20:36 mohamexiety[d]: I tried a while back to take a closer look at the display code to see if the fancier stuff could be implemented but it was a bit too much 😦
21:12 redsheep[d]: mohamexiety[d]: Yeah, no worries. I expected this falls into the waiting for Nova category
21:12 tiredchiku[d]: https://tenor.com/view/mr-bean-waiting-still-waiting-gif-13052487
21:12 tiredchiku[d]: /j
21:16 redsheep[d]: Considering how difficult the rust for Linux progress has appeared to be I think getting anything done is impressive. I do kind of worry that Nova will end up stuck in limbo though
21:21 redsheep[d]: I do also kind of agree with the earlier sentiment that getting stuff working on nouveau will help Nova when the time comes but that doesn't mean it's easy
21:25 gfxstrand[d]: NGL, I kinda love the fact that `NAK_DEBUG=spill` doesn't make a dent in my CTS runtimes.
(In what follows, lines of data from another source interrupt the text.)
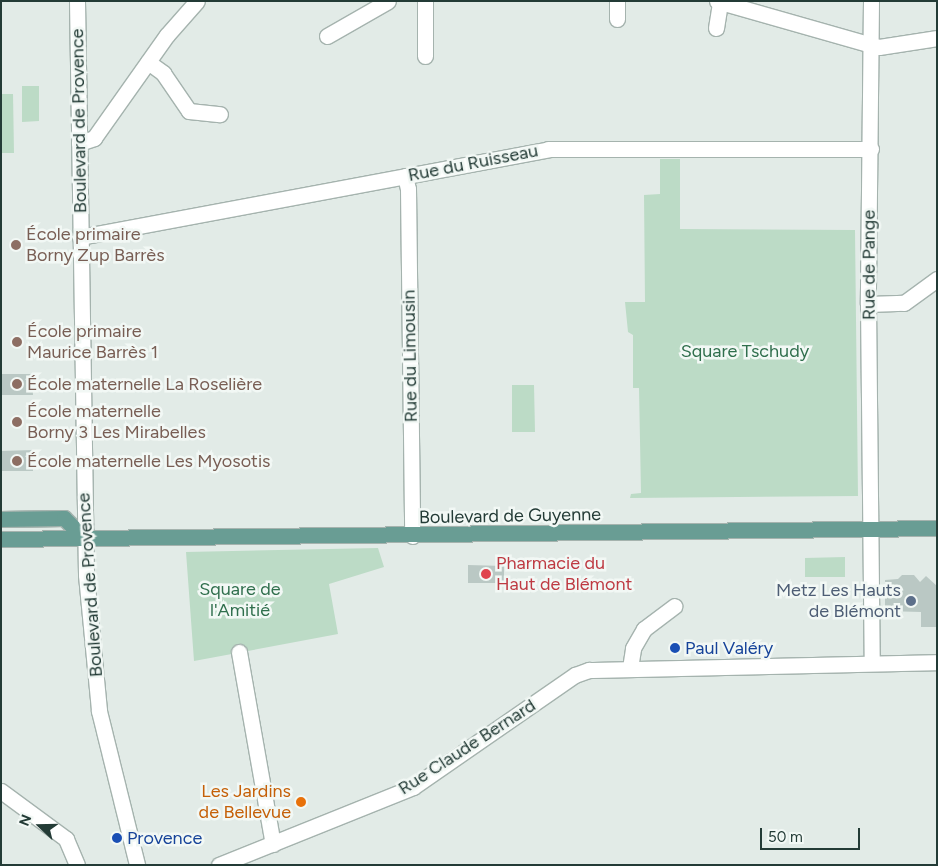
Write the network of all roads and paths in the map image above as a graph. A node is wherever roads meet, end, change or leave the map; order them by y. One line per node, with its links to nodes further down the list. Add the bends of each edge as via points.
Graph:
1 (77, 1): 17 (street, Boulevard de Provence)
2 (197, 1): 15 (street)
3 (388, 1): 11 (street)
4 (425, 1): 14 (street)
5 (617, 1): 9 (street)
6 (871, 1): 13 (street, Rue de Pange)
7 (718, 2): 8 (street); 10 (street)
8 (765, 7): 13 (street)
9 (617, 19)
10 (716, 28)
11 (327, 36)
12 (937, 38): 13 (street)
13 (872, 45): 18 (street, Rue de Pange)
14 (425, 56)
15 (148, 62): 16 (street, via 163,73 189,111); 17 (street, via 94,138)
16 (220, 114)
17 (80, 143): 20 (street, Boulevard de Provence)
18 (871, 148): 19 (street, Rue du Ruisseau, via 548,149); 22 (street, Rue de Pange)
19 (405, 176): 20 (street, Rue du Ruisseau); 26 (street, Rue du Limousin, via 408,189)
20 (80, 237): 27 (street, Boulevard de Provence)
21 (937, 279): 22 (street, via 904,303)
22 (868, 304): 25 (street, Rue de Pange)
23 (1, 519): 27 (main road, via 64,518)
24 (937, 528): 25 (main road, Boulevard de Guyenne)
25 (871, 529): 26 (main road, Boulevard de Guyenne); 32 (street)
26 (412, 536): 27 (main road, Boulevard de Guyenne)
27 (84, 538): 28 (main road, Boulevard de Guyenne); 37 (street, Boulevard de Provence, via 99,711)
28 (1, 539)
29 (674, 606): 33 (street, via 644,629 633,648)
30 (239, 652): 35 (street)
31 (937, 662): 32 (street, Rue Claude Bernard)
32 (872, 663): 33 (street, Rue Claude Bernard)
33 (630, 668): 35 (street, Rue Claude Bernard, via 582,672 413,787)
34 (1, 791): 36 (street, via 66,839)
35 (273, 844): 38 (street, Rue Claude Bernard)
36 (77, 865)
37 (137, 865)
38 (218, 865)

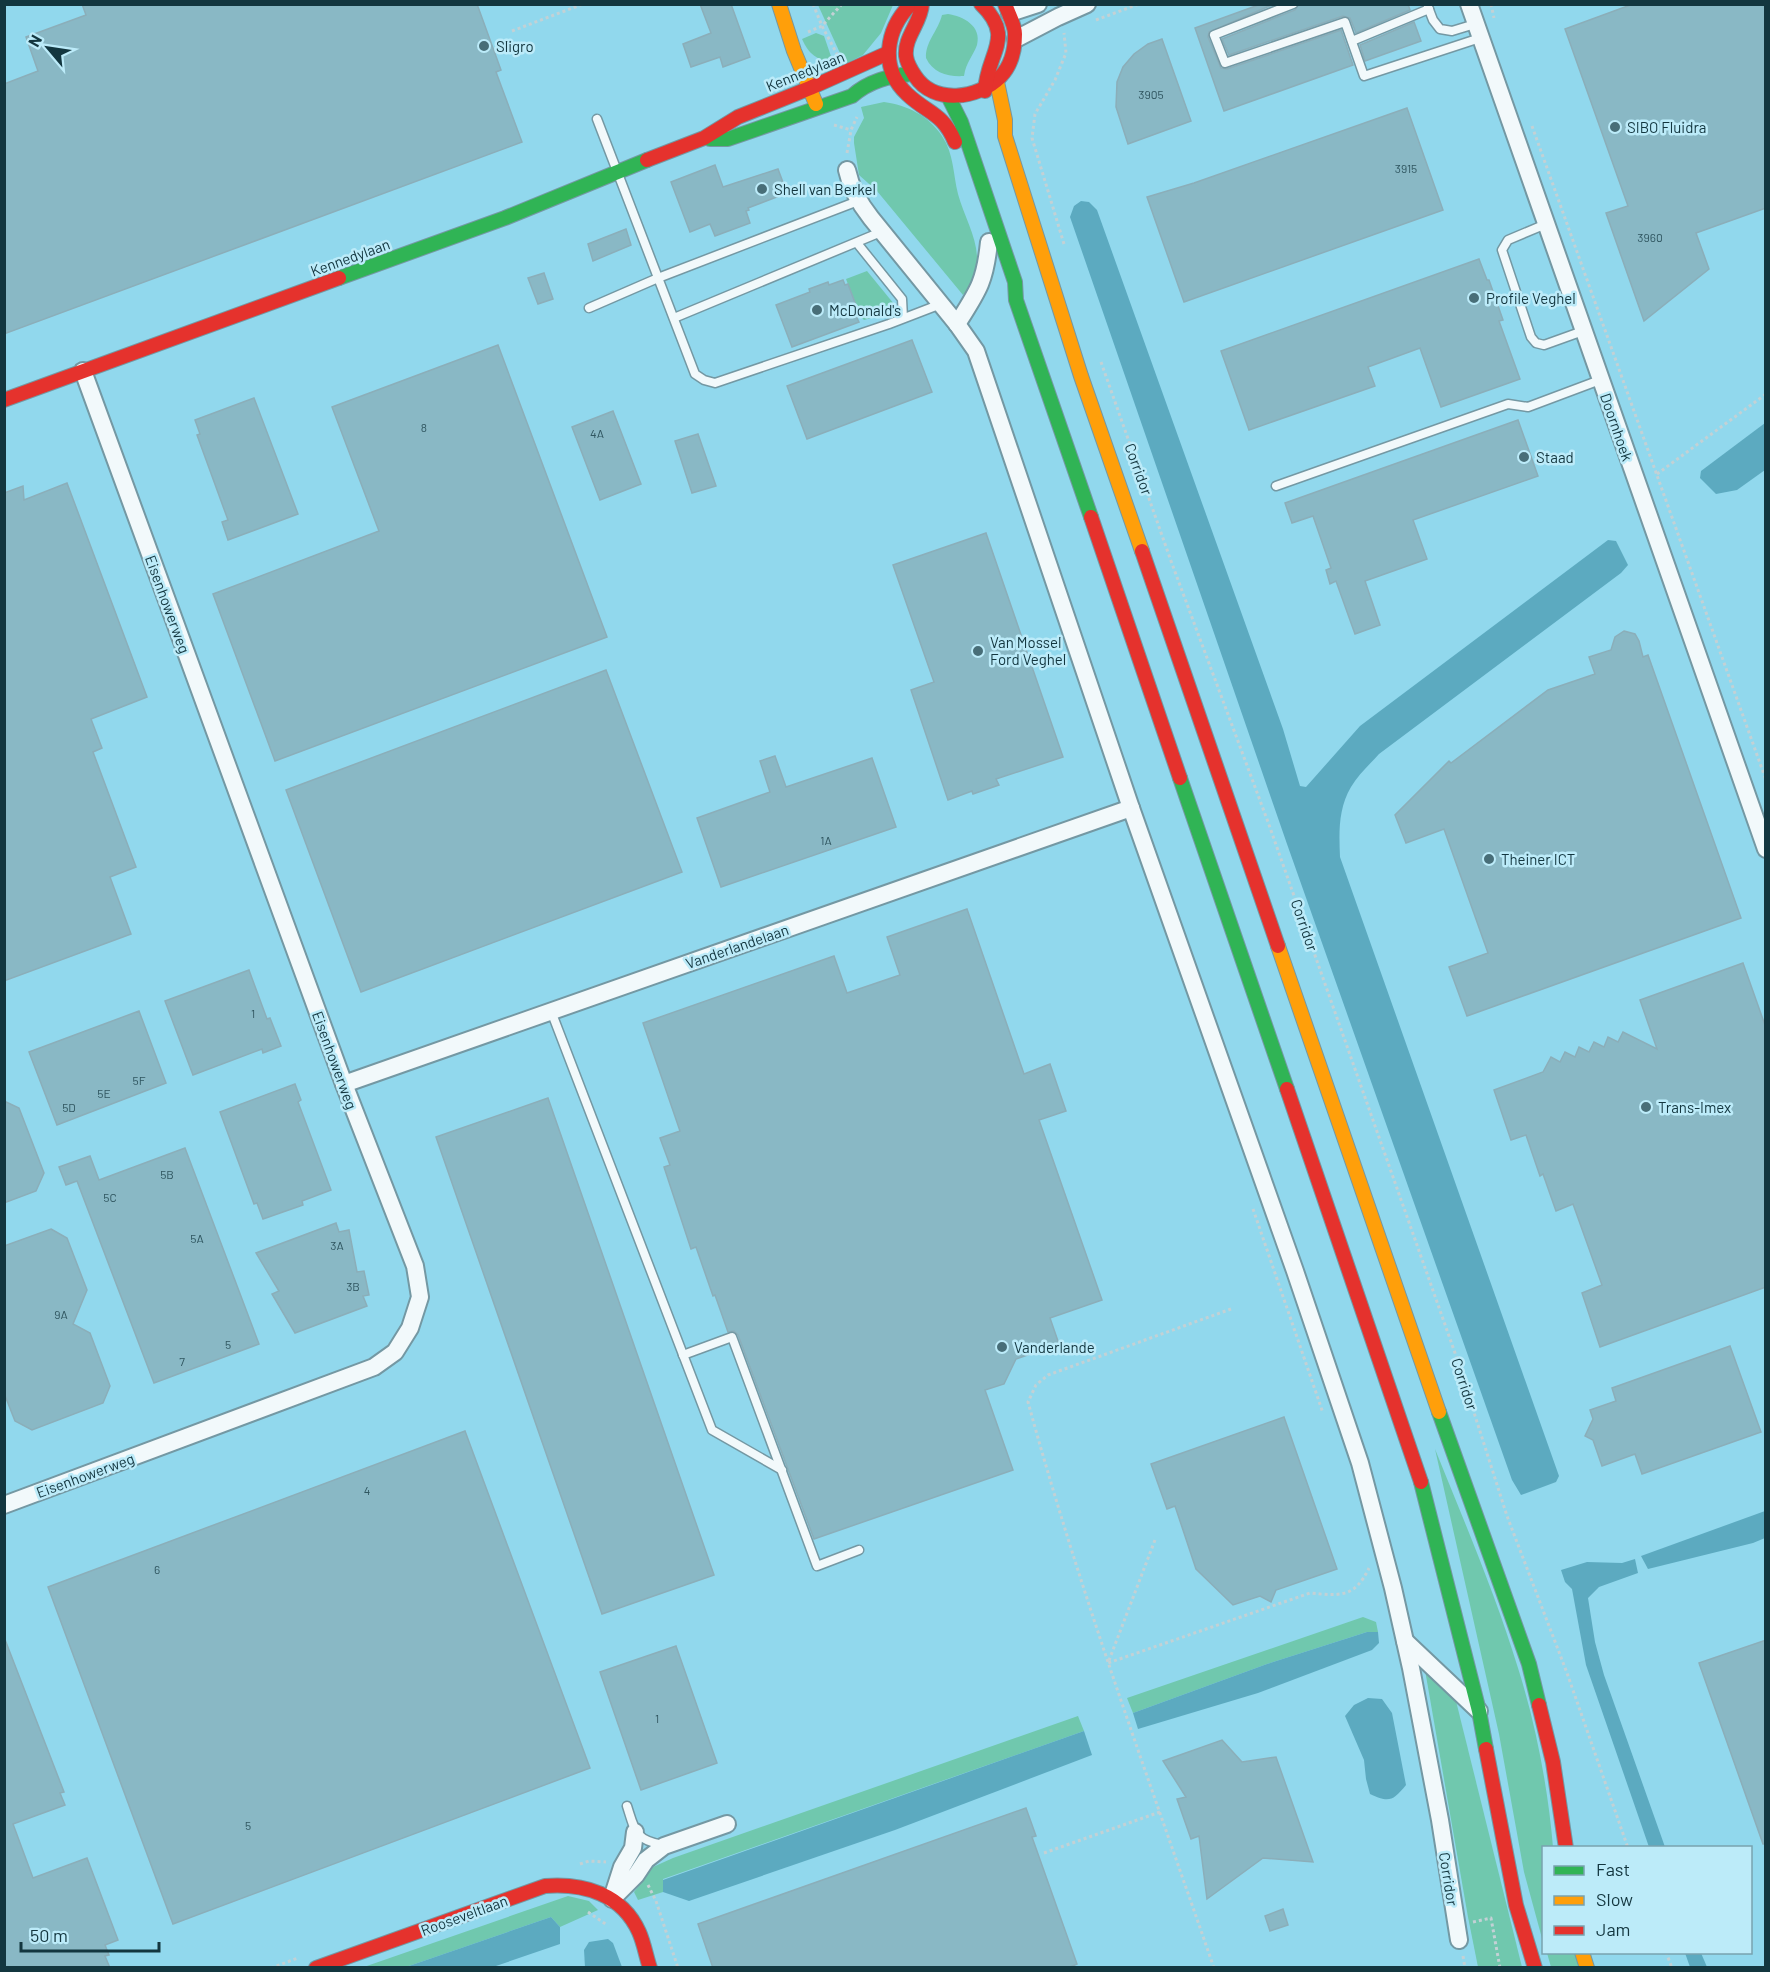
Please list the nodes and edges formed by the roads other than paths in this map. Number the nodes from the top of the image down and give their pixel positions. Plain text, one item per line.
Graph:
1 (779, 4) edge
2 (981, 4) edge
3 (1038, 4) edge
4 (1087, 4) edge
5 (1293, 4) edge
6 (1469, 4) edge
7 (913, 5) edge
8 (1428, 7) edge
9 (1003, 11) edge
10 (1478, 31) junction
11 (1016, 39) junction
12 (1352, 40) junction
13 (888, 52) junction
14 (912, 73) junction
15 (898, 82) junction
16 (991, 85) junction
17 (810, 88) junction
18 (948, 96) junction
19 (818, 109) junction
20 (597, 119) dead end
21 (704, 138) junction
22 (847, 170) dead end
23 (616, 171) junction
24 (858, 201) junction
25 (1546, 224) junction
26 (881, 232) junction
27 (989, 242) junction
28 (857, 243) junction
29 (658, 278) junction
30 (1016, 300) junction
31 (941, 304) junction
32 (589, 308) dead end
33 (674, 318) junction
34 (903, 318) junction
35 (957, 324) junction
36 (1583, 331) junction
37 (83, 371) junction
38 (1600, 380) junction
39 (4, 400) edge
40 (1276, 486) dead end
41 (1131, 808) junction
42 (1766, 849) edge
43 (551, 1011) junction
44 (344, 1084) junction
45 (683, 1355) junction
46 (782, 1470) junction
47 (4, 1505) edge
48 (859, 1550) dead end
49 (1405, 1641) junction
50 (1479, 1711) junction
51 (627, 1806) dead end
52 (727, 1824) dead end
53 (635, 1832) junction
54 (664, 1845) junction
55 (1566, 1846) edge
56 (612, 1899) junction
57 (1458, 1933) road end
58 (316, 1968) edge
59 (650, 1968) edge
60 (1535, 1968) edge

1 - 17 main road
2 - 9 main road
3 - 9 street
4 - 11 street
5 - 12 lane
6 - 10 street, Doornhoek
7 - 13 main road
7 - 14 main road
8 - 10 lane
8 - 12 lane
9 - 11 main road
9 - 16 main road
10 - 12 lane
10 - 25 street, Doornhoek
11 - 16 main road
13 - 15 main road
13 - 17 main road, Kennedylaan
14 - 15 main road, Kennedylaan
14 - 18 main road
15 - 19 main road, Kennedylaan
15 - 27 main road
16 - 18 main road
16 - 55 main road, Corridor
17 - 19 main road
17 - 21 main road, Kennedylaan
18 - 30 main road
19 - 21 main road, Kennedylaan
20 - 23 lane
21 - 23 main road, Kennedylaan
22 - 24 street, Corridor
23 - 29 lane
23 - 37 main road, Kennedylaan
24 - 26 street, Corridor
24 - 29 lane
25 - 36 street, Doornhoek
25 - 36 lane
26 - 28 lane
26 - 31 street, Corridor
27 - 30 main road
27 - 35 street
28 - 33 lane
28 - 34 lane
29 - 32 lane
29 - 33 lane
30 - 50 main road
31 - 34 lane
31 - 35 street, Corridor
33 - 34 lane
35 - 41 street, Corridor
36 - 38 street, Doornhoek
37 - 39 main road, Kennedylaan
37 - 44 street, Eisenhowerweg
38 - 40 lane
38 - 42 street, Doornhoek
41 - 43 street, Vanderlandelaan
41 - 49 street, Corridor
43 - 44 street, Vanderlandelaan
43 - 45 lane
44 - 47 street, Eisenhowerweg
45 - 46 lane
45 - 46 lane
46 - 48 lane
49 - 50 street
49 - 57 street, Corridor
50 - 60 main road
51 - 53 lane
52 - 54 street
53 - 54 lane
53 - 56 street
54 - 56 street
56 - 58 main road, Rooseveltlaan
56 - 59 main road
21:58 gfxstrand[d]: We should probably `Box<>` our `RegTracker`s... I have a feeling they're a bit big for windows. :frog_sweat:
22:28 mhenning[d]: In the kernel, is there a way to get an `nvkm_chan` from a `nouveau_abi16_chan` ? I'm trying to wire up an ioctl for NV2080_CTRL_GR_CTXSW_ZCULL_BIND and I can't figure out how to get the channel handle starting from uapi objects
22:29 airlied[d]: okay cts passed on turing timings
22:31 airlied[d]: mhenning[d]: no it needs a new nvif/nvkm interface
23:38 skeggsb9778[d]: mhenning[d]: https://bpa.st/VXNQ
23:39 skeggsb9778[d]: it'd have been somewhat less annoying had my remove-ioctl series been merged already, but that should get you going
23:56 snowycoder[d]: Parser is starting to work :3
23:56 snowycoder[d]: I just need to implement manually all the istructions with strange formats
23:59 gfxstrand[d]: mhenning[d]: scheduler looks really good. My only real qualm is the barrier thing.